# EXERCISE
Look through the data below and count each line where the word "street" appears. Reply with the count alone.
=====
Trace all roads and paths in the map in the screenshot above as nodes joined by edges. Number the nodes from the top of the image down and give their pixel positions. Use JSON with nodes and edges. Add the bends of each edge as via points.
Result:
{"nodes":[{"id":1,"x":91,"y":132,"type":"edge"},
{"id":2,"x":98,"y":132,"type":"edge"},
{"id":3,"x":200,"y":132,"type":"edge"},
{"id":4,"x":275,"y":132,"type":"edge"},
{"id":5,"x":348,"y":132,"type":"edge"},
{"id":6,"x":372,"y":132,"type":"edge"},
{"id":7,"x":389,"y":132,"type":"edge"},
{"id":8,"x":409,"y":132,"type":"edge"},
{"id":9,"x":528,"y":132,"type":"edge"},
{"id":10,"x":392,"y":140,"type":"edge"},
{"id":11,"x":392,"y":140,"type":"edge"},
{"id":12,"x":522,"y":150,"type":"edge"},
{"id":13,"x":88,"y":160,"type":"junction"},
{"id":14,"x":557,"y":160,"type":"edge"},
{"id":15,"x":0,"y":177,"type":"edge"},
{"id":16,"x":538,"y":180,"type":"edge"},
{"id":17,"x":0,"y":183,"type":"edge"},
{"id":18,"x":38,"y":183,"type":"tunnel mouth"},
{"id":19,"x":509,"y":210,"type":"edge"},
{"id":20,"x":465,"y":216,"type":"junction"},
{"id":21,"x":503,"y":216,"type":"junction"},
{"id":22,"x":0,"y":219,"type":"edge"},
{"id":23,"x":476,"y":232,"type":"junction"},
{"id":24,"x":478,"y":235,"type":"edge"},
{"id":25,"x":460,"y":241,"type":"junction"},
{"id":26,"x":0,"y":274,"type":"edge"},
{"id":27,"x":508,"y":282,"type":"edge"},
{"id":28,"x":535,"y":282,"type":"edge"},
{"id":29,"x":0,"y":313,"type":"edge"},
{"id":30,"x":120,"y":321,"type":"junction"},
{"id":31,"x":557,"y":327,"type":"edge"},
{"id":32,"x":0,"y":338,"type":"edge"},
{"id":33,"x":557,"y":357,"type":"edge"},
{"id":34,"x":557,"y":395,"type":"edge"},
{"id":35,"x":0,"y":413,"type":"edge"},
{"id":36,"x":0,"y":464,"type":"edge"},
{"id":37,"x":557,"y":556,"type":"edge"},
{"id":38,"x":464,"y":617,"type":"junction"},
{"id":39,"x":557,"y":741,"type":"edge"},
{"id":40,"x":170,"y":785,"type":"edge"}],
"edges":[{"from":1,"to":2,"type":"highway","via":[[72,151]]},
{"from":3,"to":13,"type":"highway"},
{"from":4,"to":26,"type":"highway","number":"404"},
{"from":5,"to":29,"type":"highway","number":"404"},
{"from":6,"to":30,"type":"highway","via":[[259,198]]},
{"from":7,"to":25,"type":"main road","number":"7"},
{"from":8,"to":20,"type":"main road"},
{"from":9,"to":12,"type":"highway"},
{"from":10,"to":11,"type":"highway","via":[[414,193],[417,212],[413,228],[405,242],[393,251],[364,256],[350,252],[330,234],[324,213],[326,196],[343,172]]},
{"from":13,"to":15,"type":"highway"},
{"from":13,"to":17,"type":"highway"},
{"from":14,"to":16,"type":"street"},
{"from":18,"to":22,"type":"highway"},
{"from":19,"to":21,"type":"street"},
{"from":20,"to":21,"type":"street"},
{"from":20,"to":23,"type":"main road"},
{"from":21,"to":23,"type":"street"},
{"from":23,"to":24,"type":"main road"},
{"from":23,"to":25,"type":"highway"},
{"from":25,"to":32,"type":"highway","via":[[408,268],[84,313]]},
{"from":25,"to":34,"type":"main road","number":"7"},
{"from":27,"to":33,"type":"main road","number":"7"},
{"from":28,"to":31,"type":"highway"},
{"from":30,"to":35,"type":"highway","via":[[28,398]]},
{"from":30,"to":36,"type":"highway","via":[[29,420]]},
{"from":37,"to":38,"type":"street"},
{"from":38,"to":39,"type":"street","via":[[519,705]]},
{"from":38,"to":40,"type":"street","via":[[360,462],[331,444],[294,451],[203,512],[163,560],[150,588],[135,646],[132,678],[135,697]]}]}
=====
# SOLUTION TO THIS TASK
7